WHAT IS BEING ASKED — Give the records again, word for word.

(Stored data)
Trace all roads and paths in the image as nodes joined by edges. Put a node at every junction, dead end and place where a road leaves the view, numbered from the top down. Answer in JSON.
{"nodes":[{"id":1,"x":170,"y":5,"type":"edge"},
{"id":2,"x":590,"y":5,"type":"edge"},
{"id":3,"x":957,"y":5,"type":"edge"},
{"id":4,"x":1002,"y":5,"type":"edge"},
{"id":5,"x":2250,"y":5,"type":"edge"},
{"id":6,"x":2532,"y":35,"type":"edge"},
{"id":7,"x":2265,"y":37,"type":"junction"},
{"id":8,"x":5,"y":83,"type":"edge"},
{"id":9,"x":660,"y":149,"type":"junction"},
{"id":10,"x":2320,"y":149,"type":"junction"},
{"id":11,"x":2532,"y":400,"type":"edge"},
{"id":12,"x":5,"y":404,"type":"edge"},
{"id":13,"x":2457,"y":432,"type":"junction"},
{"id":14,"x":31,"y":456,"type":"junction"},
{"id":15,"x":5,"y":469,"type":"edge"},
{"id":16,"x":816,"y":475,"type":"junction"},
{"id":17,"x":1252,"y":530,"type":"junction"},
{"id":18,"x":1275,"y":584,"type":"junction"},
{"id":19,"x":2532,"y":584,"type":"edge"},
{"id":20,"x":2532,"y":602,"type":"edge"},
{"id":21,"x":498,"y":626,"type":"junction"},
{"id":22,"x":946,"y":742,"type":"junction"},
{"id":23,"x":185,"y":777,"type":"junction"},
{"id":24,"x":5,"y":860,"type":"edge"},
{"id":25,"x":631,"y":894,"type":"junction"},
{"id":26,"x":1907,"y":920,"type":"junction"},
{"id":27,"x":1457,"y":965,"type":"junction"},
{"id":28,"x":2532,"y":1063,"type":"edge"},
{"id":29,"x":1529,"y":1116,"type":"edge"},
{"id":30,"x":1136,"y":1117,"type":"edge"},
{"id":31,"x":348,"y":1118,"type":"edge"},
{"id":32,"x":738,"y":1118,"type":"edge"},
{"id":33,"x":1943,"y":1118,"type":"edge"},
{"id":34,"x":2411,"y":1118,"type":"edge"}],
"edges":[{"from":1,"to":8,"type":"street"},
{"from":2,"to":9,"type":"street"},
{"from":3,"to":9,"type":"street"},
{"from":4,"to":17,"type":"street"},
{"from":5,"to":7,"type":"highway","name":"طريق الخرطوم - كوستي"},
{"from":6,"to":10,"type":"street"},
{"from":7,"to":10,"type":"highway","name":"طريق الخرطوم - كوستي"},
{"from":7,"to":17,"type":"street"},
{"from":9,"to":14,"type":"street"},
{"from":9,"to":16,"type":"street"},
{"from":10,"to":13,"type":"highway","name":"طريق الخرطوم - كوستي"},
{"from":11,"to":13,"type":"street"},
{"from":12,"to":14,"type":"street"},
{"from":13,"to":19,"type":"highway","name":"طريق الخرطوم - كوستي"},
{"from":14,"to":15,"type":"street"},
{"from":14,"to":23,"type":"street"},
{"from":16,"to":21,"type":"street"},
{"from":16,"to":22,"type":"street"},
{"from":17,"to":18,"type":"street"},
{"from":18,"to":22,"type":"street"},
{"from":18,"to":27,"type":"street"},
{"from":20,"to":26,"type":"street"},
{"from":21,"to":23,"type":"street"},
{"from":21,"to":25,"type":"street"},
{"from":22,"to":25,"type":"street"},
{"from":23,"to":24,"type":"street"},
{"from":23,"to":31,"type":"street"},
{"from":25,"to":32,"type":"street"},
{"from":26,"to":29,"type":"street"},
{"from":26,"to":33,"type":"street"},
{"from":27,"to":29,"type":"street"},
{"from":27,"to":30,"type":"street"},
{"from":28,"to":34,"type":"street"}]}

RESPONSE FOR THIS EXERCISE —
Trace all roads and paths in the image as nodes joined by edges. Put a node at every junction, dead end and place where a road leaves the view, numbered from the top down. Answer in JSON.
{"nodes":[{"id":1,"x":170,"y":5,"type":"edge"},
{"id":2,"x":590,"y":5,"type":"edge"},
{"id":3,"x":957,"y":5,"type":"edge"},
{"id":4,"x":1002,"y":5,"type":"edge"},
{"id":5,"x":2250,"y":5,"type":"edge"},
{"id":6,"x":2532,"y":35,"type":"edge"},
{"id":7,"x":2265,"y":37,"type":"junction"},
{"id":8,"x":5,"y":83,"type":"edge"},
{"id":9,"x":660,"y":149,"type":"junction"},
{"id":10,"x":2320,"y":149,"type":"junction"},
{"id":11,"x":2532,"y":400,"type":"edge"},
{"id":12,"x":5,"y":404,"type":"edge"},
{"id":13,"x":2457,"y":432,"type":"junction"},
{"id":14,"x":31,"y":456,"type":"junction"},
{"id":15,"x":5,"y":469,"type":"edge"},
{"id":16,"x":816,"y":475,"type":"junction"},
{"id":17,"x":1252,"y":530,"type":"junction"},
{"id":18,"x":1275,"y":584,"type":"junction"},
{"id":19,"x":2532,"y":584,"type":"edge"},
{"id":20,"x":2532,"y":602,"type":"edge"},
{"id":21,"x":498,"y":626,"type":"junction"},
{"id":22,"x":946,"y":742,"type":"junction"},
{"id":23,"x":185,"y":777,"type":"junction"},
{"id":24,"x":5,"y":860,"type":"edge"},
{"id":25,"x":631,"y":894,"type":"junction"},
{"id":26,"x":1907,"y":920,"type":"junction"},
{"id":27,"x":1457,"y":965,"type":"junction"},
{"id":28,"x":2532,"y":1063,"type":"edge"},
{"id":29,"x":1529,"y":1116,"type":"edge"},
{"id":30,"x":1136,"y":1117,"type":"edge"},
{"id":31,"x":348,"y":1118,"type":"edge"},
{"id":32,"x":738,"y":1118,"type":"edge"},
{"id":33,"x":1943,"y":1118,"type":"edge"},
{"id":34,"x":2411,"y":1118,"type":"edge"}],
"edges":[{"from":1,"to":8,"type":"street"},
{"from":2,"to":9,"type":"street"},
{"from":3,"to":9,"type":"street"},
{"from":4,"to":17,"type":"street"},
{"from":5,"to":7,"type":"highway","name":"طريق الخرطوم - كوستي"},
{"from":6,"to":10,"type":"street"},
{"from":7,"to":10,"type":"highway","name":"طريق الخرطوم - كوستي"},
{"from":7,"to":17,"type":"street"},
{"from":9,"to":14,"type":"street"},
{"from":9,"to":16,"type":"street"},
{"from":10,"to":13,"type":"highway","name":"طريق الخرطوم - كوستي"},
{"from":11,"to":13,"type":"street"},
{"from":12,"to":14,"type":"street"},
{"from":13,"to":19,"type":"highway","name":"طريق الخرطوم - كوستي"},
{"from":14,"to":15,"type":"street"},
{"from":14,"to":23,"type":"street"},
{"from":16,"to":21,"type":"street"},
{"from":16,"to":22,"type":"street"},
{"from":17,"to":18,"type":"street"},
{"from":18,"to":22,"type":"street"},
{"from":18,"to":27,"type":"street"},
{"from":20,"to":26,"type":"street"},
{"from":21,"to":23,"type":"street"},
{"from":21,"to":25,"type":"street"},
{"from":22,"to":25,"type":"street"},
{"from":23,"to":24,"type":"street"},
{"from":23,"to":31,"type":"street"},
{"from":25,"to":32,"type":"street"},
{"from":26,"to":29,"type":"street"},
{"from":26,"to":33,"type":"street"},
{"from":27,"to":29,"type":"street"},
{"from":27,"to":30,"type":"street"},
{"from":28,"to":34,"type":"street"}]}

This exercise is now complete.